• **ENTRIES SHOWN**
________________________________________

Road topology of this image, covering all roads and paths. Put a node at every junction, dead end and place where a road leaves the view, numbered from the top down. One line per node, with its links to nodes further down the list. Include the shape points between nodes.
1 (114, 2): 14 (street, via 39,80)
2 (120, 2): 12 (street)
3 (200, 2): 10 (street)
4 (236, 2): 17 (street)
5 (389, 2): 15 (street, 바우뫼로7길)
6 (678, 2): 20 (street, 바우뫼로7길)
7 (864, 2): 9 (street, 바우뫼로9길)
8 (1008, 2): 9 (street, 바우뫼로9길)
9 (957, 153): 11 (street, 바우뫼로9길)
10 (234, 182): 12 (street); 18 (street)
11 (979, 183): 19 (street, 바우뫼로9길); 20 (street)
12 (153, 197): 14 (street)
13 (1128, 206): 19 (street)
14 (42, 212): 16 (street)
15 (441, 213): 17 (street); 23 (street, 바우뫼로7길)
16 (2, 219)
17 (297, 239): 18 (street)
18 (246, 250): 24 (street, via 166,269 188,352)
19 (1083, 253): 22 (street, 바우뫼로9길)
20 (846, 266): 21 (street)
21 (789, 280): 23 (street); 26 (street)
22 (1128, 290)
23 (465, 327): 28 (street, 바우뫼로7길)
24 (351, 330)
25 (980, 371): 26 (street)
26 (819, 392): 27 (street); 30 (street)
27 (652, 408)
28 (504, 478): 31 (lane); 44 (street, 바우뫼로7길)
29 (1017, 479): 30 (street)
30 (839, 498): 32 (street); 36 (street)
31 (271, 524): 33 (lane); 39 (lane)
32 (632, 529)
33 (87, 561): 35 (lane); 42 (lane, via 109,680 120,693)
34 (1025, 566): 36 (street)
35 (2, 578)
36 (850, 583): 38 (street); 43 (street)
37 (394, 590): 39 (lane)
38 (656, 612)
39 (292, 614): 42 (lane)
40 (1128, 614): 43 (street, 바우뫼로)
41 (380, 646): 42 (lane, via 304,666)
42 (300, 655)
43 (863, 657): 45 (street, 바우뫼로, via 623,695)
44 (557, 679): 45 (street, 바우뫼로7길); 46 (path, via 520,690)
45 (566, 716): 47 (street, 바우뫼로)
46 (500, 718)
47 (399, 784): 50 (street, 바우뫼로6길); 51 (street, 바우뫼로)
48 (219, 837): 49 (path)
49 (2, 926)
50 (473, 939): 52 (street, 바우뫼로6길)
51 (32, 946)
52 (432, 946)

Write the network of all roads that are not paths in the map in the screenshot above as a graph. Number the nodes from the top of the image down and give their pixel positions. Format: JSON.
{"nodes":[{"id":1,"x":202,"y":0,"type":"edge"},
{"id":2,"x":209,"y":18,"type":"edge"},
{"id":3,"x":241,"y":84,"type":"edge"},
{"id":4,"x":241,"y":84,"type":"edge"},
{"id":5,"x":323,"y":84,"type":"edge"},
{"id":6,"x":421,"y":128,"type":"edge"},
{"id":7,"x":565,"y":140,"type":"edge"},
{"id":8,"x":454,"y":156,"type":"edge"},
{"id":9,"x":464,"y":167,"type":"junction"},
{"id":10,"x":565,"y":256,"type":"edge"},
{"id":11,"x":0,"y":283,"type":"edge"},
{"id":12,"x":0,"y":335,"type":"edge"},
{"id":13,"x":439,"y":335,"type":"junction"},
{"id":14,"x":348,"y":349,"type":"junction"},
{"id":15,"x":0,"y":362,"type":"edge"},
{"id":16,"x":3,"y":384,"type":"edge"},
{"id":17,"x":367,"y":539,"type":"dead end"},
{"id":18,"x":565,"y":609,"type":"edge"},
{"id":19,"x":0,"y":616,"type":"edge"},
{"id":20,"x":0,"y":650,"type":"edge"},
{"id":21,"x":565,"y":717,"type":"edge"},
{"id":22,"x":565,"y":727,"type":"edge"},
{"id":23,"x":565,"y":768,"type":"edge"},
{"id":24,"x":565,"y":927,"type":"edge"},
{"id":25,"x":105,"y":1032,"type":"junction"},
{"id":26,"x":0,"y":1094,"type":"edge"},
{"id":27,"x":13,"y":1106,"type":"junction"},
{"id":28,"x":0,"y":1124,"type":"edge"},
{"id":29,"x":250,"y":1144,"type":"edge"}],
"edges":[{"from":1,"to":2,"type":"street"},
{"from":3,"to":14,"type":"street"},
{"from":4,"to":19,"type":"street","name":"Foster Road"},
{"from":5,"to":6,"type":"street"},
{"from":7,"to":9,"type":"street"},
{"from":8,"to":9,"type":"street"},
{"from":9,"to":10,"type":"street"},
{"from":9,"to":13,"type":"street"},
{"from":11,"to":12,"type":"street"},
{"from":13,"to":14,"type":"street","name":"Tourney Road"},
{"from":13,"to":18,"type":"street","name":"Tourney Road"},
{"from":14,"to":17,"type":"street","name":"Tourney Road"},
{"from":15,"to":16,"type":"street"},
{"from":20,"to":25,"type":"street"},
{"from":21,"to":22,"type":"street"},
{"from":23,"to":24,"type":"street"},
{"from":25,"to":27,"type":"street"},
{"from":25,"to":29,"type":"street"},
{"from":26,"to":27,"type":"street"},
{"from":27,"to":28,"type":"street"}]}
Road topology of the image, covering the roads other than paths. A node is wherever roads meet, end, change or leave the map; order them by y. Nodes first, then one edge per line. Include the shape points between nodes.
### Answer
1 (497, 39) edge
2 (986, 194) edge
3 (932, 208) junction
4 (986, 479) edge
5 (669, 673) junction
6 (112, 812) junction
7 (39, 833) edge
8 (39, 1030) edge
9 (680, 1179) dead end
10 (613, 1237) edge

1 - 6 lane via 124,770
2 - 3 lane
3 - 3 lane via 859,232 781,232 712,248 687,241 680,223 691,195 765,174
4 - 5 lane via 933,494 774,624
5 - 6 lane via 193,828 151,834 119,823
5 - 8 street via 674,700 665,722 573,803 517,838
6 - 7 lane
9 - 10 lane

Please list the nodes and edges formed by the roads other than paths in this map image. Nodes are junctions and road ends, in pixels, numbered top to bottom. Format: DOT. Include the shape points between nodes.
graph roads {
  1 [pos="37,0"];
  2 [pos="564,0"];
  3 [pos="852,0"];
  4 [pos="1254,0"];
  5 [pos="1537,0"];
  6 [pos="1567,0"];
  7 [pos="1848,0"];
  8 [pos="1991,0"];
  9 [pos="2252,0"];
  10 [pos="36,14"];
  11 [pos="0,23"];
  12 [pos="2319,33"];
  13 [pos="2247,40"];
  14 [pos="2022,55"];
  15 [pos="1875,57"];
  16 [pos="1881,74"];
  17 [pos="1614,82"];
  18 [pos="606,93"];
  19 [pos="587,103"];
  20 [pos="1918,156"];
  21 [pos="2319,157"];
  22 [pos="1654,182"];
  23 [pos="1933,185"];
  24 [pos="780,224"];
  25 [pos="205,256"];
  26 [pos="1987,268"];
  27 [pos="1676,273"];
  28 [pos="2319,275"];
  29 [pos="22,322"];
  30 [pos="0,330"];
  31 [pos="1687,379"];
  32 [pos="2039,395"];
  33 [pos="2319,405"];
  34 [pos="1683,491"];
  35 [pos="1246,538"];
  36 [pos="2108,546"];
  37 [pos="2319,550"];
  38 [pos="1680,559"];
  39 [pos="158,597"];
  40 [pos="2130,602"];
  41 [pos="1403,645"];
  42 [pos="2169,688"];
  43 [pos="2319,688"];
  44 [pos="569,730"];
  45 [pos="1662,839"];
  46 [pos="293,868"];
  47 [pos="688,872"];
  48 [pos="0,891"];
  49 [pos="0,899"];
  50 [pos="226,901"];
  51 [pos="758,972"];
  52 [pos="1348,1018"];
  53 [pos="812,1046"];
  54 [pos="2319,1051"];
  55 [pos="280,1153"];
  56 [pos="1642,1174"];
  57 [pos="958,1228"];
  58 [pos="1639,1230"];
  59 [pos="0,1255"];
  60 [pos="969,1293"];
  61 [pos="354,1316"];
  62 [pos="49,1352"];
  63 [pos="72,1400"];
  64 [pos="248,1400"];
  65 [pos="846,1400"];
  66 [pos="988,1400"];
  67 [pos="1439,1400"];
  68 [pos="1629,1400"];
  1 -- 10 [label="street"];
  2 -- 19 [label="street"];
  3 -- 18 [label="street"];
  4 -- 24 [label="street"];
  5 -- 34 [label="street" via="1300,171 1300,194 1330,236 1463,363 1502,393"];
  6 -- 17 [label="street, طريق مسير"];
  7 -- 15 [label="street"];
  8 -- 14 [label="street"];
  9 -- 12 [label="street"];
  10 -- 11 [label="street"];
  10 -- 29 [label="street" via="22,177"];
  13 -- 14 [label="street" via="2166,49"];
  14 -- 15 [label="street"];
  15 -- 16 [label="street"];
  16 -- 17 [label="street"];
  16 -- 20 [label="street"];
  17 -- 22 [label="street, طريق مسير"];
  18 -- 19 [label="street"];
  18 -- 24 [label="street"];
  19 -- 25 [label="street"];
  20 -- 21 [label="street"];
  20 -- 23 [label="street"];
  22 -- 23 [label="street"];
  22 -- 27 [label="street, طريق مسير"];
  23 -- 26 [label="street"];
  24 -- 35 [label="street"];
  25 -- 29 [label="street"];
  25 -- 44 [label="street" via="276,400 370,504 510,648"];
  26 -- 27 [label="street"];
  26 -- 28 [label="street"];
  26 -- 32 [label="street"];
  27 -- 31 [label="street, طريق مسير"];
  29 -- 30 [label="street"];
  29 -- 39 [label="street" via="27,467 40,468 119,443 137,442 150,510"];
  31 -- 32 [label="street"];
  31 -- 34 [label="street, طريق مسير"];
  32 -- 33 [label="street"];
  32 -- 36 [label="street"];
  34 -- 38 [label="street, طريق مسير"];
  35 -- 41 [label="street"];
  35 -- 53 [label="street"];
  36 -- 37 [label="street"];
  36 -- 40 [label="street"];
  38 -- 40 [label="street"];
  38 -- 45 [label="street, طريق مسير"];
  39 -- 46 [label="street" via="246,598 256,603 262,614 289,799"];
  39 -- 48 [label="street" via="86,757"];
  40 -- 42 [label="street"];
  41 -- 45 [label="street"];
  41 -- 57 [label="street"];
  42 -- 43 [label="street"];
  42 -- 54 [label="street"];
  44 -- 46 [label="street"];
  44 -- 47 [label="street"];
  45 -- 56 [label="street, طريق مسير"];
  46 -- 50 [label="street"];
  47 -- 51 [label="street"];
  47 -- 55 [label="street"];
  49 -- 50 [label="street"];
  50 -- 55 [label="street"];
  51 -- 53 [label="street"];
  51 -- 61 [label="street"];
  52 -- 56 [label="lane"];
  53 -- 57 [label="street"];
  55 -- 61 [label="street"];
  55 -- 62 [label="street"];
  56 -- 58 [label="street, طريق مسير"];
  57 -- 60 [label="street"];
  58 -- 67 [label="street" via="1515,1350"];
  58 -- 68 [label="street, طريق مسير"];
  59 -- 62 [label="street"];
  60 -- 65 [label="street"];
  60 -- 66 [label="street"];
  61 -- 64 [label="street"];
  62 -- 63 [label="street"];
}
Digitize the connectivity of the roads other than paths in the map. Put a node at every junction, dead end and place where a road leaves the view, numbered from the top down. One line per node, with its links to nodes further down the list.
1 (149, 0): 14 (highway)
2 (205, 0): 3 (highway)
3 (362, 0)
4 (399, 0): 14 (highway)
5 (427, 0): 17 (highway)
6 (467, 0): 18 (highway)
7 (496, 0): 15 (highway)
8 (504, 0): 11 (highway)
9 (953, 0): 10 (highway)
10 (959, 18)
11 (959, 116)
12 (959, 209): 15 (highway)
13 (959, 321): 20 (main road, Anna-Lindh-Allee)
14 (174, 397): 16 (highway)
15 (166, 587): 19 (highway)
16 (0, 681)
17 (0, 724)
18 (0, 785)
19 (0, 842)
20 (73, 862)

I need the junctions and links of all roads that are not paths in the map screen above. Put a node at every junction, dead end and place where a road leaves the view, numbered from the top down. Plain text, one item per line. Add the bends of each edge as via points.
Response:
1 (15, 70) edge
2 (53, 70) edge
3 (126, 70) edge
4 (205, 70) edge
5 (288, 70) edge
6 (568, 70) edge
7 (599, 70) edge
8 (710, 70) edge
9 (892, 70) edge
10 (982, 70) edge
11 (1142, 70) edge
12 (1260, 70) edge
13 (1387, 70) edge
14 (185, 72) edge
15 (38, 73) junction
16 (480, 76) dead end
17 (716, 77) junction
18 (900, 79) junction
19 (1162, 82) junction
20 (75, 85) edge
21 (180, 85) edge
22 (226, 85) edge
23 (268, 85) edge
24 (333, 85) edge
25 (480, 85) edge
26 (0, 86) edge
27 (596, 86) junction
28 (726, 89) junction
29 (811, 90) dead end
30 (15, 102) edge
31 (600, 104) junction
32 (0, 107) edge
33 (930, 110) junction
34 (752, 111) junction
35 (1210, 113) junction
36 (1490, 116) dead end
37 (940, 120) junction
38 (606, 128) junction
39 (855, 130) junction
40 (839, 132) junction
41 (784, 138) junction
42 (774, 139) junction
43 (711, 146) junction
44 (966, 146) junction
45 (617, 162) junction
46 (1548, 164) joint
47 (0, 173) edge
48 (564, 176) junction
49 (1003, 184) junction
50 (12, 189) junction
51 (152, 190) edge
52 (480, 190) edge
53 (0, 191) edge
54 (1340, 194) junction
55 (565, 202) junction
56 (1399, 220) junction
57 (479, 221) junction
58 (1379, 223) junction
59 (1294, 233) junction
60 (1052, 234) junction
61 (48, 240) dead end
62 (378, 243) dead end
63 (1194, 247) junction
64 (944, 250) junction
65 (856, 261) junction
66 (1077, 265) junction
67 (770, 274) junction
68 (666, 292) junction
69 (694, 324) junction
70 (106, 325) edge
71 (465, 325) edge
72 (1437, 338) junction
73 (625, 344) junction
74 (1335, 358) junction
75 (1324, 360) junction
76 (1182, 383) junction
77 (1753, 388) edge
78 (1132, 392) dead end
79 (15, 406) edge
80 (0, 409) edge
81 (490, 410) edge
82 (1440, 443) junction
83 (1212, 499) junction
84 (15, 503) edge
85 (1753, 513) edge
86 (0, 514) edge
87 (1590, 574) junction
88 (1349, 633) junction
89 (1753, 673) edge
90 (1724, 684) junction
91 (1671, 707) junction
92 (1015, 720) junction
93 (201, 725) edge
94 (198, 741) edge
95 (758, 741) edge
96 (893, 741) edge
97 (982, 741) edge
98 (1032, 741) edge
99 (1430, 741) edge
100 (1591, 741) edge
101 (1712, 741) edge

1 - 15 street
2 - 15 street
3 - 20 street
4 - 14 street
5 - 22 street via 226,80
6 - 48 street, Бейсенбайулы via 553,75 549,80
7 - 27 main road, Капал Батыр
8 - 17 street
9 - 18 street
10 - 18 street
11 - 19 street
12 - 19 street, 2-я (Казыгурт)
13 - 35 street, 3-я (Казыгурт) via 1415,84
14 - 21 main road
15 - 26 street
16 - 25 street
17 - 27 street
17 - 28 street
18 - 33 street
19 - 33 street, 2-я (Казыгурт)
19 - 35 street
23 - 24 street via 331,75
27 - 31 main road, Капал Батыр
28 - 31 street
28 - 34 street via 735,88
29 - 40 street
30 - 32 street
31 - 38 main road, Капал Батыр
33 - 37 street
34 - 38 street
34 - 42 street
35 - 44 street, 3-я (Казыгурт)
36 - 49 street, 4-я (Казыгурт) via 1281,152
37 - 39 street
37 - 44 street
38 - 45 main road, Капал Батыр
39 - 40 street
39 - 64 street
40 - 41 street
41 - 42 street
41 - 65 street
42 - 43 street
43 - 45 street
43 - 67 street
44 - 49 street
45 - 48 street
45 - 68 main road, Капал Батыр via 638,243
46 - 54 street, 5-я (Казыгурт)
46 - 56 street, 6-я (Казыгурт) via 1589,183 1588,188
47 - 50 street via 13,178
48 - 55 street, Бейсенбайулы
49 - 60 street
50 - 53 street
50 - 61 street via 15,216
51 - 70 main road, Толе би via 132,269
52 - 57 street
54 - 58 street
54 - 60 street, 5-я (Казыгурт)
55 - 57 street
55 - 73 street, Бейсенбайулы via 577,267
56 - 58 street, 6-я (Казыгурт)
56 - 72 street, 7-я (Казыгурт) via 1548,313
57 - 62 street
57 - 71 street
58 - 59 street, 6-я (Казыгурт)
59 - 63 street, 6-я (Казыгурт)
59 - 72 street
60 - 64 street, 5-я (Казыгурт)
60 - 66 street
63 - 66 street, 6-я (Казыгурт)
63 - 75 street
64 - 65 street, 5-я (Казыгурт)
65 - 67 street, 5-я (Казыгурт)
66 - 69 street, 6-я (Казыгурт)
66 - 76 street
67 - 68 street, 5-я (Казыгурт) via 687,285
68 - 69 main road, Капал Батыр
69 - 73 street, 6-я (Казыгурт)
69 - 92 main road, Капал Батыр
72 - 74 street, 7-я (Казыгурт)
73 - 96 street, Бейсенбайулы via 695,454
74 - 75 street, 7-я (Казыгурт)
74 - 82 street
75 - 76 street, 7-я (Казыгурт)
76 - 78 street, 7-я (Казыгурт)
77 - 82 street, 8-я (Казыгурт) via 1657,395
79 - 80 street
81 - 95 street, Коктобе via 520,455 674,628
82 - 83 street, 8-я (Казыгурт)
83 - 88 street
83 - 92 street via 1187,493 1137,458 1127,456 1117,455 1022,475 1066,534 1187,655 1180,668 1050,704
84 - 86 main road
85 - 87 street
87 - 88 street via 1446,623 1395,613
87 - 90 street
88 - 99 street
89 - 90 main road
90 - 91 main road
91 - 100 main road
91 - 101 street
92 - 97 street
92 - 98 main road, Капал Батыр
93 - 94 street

________________________________________

• **WHAT THIS TASK INVOLVES**
Pull every line containing "highway" from the material above.

• **EXERCISE SOLUTION**
1 (149, 0): 14 (highway)
2 (205, 0): 3 (highway)
4 (399, 0): 14 (highway)
5 (427, 0): 17 (highway)
6 (467, 0): 18 (highway)
7 (496, 0): 15 (highway)
8 (504, 0): 11 (highway)
9 (953, 0): 10 (highway)
12 (959, 209): 15 (highway)
14 (174, 397): 16 (highway)
15 (166, 587): 19 (highway)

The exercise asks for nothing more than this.